= Beginning of Section =
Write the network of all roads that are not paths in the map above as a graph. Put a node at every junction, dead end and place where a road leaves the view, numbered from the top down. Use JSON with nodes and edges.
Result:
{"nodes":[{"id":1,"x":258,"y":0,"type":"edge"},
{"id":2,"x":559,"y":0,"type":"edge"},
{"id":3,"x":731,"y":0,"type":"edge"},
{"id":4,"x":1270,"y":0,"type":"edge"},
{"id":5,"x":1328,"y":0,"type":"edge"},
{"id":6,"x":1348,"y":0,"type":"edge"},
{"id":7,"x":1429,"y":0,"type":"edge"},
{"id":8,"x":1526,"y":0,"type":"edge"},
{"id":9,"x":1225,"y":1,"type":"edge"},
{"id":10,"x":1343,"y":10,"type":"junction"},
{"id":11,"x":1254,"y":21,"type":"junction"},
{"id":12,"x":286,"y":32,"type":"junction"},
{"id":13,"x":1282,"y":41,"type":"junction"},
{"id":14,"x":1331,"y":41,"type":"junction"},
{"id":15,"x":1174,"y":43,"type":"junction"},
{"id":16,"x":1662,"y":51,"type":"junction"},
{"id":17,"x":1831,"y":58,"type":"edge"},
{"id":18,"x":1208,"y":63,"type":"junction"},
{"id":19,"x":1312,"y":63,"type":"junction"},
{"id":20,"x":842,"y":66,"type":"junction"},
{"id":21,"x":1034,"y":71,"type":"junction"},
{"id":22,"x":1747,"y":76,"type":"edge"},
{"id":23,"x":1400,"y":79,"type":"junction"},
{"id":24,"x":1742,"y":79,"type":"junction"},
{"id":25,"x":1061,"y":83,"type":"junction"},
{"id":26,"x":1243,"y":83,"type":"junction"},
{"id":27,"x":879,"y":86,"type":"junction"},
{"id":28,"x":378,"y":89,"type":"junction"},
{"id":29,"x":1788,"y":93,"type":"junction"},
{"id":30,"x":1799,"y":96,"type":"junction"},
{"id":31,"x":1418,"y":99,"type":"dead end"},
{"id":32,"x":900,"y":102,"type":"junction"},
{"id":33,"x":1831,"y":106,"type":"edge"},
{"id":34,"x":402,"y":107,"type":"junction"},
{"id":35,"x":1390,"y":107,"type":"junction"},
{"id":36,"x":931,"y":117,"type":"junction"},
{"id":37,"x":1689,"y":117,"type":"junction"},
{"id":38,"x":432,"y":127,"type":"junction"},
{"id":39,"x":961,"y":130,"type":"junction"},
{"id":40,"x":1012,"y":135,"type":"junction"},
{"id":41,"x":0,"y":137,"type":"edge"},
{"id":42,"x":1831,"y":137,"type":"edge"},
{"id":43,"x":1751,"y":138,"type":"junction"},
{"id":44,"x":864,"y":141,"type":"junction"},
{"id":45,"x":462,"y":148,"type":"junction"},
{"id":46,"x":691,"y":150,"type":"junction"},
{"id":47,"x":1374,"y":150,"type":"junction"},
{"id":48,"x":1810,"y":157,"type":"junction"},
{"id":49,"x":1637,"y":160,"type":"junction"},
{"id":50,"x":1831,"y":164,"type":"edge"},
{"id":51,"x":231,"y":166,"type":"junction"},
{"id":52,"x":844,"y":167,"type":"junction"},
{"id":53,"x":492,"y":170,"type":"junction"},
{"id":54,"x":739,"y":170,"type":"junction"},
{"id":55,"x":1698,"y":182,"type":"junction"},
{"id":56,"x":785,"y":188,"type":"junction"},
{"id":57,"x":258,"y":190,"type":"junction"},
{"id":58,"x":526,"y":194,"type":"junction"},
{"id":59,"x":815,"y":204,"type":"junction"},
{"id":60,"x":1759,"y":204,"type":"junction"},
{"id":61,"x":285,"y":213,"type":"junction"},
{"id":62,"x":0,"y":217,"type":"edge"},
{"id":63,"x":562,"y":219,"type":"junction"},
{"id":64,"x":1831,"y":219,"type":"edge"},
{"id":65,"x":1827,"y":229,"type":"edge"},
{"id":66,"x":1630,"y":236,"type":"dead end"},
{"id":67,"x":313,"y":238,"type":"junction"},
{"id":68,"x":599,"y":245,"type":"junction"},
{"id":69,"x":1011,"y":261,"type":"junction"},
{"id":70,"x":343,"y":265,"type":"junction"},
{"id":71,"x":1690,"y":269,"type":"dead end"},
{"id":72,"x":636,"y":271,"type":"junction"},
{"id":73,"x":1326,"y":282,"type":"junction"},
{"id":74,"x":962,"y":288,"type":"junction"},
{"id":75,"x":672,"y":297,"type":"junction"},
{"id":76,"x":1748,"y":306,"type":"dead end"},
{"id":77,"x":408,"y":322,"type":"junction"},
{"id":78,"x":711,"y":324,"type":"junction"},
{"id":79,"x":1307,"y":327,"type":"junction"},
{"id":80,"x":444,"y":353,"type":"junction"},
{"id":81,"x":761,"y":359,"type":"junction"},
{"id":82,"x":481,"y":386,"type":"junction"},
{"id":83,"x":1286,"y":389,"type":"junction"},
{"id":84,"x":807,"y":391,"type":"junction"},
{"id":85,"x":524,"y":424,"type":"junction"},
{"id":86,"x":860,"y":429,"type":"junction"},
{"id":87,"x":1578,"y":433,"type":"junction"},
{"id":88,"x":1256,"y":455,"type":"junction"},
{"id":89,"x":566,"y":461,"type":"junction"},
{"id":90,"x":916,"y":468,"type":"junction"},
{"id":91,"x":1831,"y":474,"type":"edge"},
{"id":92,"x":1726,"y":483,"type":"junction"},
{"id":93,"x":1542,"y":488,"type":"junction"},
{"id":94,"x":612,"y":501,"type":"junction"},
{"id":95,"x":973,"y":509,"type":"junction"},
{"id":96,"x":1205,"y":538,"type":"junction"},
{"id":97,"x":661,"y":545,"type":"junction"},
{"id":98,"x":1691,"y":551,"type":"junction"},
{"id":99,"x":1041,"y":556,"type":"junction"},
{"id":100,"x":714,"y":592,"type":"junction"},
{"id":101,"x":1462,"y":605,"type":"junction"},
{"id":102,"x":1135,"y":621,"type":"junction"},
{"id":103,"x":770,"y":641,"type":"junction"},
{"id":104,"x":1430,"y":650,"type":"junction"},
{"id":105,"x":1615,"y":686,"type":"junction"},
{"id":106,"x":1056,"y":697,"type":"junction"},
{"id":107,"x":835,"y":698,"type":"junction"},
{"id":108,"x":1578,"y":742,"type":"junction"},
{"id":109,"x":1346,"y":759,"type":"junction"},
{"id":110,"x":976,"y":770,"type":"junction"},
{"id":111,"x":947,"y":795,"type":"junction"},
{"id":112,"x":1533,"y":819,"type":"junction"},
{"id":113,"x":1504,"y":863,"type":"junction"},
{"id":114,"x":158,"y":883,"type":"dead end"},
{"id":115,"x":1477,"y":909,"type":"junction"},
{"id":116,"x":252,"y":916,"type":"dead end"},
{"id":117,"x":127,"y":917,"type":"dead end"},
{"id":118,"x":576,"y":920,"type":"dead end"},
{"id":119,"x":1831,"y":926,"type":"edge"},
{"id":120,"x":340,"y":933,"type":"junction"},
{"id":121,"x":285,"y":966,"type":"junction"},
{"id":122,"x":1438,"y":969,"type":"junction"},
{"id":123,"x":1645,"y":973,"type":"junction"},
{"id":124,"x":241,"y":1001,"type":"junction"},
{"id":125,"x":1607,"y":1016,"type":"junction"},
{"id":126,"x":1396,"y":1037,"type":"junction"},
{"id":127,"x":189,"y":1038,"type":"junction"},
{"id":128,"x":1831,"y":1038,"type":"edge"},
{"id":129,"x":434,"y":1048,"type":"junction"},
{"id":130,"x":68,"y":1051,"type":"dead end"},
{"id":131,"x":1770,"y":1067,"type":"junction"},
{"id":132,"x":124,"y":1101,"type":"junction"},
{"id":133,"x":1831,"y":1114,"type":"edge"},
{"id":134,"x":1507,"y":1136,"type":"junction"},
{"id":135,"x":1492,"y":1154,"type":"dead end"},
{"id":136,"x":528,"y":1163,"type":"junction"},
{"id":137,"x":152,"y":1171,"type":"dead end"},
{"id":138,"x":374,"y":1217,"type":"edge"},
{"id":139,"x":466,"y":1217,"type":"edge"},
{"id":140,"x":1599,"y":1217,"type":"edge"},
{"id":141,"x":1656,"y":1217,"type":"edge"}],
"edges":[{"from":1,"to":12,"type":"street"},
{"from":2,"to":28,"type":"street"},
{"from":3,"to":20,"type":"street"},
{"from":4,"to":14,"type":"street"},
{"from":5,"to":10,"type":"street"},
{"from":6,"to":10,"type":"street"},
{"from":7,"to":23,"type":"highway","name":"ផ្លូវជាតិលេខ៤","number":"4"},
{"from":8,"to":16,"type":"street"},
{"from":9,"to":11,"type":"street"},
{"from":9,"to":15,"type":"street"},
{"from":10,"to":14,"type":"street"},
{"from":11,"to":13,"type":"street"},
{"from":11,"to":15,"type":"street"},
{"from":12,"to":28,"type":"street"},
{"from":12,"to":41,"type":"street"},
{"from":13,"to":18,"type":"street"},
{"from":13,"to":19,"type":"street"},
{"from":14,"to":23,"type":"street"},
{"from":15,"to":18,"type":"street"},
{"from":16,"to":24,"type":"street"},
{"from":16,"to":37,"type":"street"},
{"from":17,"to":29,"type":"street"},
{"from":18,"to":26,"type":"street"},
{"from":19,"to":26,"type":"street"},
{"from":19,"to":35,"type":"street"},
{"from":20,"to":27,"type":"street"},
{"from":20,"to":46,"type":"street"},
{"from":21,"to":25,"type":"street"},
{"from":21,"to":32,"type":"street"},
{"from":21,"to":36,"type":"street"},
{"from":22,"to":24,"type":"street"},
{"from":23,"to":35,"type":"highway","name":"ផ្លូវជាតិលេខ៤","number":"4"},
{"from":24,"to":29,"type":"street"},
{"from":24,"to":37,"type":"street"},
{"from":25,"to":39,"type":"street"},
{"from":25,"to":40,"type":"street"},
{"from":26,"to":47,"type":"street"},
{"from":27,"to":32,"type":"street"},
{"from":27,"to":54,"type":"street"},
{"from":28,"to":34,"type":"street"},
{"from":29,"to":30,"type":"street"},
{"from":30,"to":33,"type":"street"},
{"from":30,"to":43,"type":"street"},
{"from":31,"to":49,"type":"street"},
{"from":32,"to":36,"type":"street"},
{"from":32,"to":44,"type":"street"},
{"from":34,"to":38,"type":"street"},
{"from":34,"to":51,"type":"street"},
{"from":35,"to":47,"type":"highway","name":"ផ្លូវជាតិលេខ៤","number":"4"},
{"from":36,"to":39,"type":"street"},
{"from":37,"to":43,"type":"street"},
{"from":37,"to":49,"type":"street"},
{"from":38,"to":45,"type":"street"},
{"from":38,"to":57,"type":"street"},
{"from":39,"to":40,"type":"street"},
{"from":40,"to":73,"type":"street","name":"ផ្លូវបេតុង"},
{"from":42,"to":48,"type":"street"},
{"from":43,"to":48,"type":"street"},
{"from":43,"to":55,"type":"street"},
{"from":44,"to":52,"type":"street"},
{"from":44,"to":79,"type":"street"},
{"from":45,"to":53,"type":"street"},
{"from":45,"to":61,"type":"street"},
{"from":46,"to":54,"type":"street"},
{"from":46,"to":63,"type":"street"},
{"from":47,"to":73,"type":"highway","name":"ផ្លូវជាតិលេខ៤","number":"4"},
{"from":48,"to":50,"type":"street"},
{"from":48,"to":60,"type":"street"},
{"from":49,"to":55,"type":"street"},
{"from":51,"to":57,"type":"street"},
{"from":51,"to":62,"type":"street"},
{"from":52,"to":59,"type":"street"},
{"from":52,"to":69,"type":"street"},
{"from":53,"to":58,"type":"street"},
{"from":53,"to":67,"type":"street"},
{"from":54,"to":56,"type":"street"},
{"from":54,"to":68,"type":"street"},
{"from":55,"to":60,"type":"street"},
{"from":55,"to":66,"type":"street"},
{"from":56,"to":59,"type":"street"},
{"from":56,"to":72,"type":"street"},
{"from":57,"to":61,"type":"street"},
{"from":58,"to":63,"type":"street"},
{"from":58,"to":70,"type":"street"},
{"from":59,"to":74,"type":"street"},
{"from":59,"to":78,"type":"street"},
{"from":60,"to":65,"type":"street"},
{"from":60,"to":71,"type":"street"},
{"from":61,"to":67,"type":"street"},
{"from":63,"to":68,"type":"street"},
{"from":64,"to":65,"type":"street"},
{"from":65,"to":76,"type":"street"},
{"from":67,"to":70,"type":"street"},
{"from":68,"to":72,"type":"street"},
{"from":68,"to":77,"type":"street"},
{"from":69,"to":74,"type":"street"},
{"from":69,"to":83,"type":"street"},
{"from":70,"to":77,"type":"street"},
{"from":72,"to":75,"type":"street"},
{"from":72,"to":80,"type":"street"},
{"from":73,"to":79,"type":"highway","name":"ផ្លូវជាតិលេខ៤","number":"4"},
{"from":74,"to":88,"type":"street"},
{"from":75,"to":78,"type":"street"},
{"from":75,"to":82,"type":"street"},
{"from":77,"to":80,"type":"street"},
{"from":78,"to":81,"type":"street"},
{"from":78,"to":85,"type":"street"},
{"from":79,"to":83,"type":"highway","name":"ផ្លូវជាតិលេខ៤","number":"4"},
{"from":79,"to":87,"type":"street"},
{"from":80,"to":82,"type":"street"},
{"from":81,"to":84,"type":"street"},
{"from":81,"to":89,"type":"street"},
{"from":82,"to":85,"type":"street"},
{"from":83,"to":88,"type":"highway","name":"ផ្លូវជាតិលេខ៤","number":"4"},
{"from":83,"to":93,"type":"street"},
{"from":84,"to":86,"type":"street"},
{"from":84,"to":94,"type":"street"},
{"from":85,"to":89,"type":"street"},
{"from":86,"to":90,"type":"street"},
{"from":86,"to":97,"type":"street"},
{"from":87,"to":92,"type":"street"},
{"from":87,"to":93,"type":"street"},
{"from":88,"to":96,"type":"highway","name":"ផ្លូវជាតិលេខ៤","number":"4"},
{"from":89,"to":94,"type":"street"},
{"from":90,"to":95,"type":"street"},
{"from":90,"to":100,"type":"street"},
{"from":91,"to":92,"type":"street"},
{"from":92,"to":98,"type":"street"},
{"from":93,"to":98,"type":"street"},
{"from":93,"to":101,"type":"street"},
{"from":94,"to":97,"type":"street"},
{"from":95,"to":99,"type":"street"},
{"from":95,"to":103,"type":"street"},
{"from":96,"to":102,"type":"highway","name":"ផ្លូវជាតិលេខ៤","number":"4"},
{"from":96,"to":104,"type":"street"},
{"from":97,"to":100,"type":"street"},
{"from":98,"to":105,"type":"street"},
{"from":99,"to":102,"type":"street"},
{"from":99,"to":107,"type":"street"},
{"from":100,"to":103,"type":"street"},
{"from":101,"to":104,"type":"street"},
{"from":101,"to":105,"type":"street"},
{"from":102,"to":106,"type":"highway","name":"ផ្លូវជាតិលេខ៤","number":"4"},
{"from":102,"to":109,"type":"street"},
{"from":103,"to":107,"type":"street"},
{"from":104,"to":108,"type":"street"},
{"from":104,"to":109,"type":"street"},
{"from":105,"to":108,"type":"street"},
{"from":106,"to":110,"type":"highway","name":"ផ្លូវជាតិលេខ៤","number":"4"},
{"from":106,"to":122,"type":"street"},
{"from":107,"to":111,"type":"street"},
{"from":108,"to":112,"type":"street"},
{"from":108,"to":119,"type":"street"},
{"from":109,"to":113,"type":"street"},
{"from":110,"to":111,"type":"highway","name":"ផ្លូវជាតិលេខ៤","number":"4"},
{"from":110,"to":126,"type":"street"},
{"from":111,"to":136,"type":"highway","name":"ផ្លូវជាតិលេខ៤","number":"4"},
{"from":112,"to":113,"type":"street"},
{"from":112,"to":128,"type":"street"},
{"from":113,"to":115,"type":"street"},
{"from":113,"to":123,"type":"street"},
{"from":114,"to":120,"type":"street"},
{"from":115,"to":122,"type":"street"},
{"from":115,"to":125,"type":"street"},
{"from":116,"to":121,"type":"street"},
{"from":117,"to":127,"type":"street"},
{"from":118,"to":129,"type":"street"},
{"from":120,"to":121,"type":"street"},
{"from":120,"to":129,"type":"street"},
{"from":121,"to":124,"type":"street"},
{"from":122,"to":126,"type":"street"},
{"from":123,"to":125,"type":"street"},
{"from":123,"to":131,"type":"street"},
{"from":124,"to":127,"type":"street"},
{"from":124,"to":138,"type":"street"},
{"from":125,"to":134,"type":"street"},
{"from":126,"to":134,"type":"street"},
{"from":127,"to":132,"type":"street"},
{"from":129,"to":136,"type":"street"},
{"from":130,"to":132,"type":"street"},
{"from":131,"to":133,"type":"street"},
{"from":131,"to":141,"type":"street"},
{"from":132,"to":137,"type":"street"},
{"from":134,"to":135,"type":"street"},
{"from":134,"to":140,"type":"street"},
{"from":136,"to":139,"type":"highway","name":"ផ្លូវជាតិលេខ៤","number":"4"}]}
= End of Section =
## What is needed
Looking only at the lines of the material above, count those containing "edges" and give that number by itself.

## Answer box
2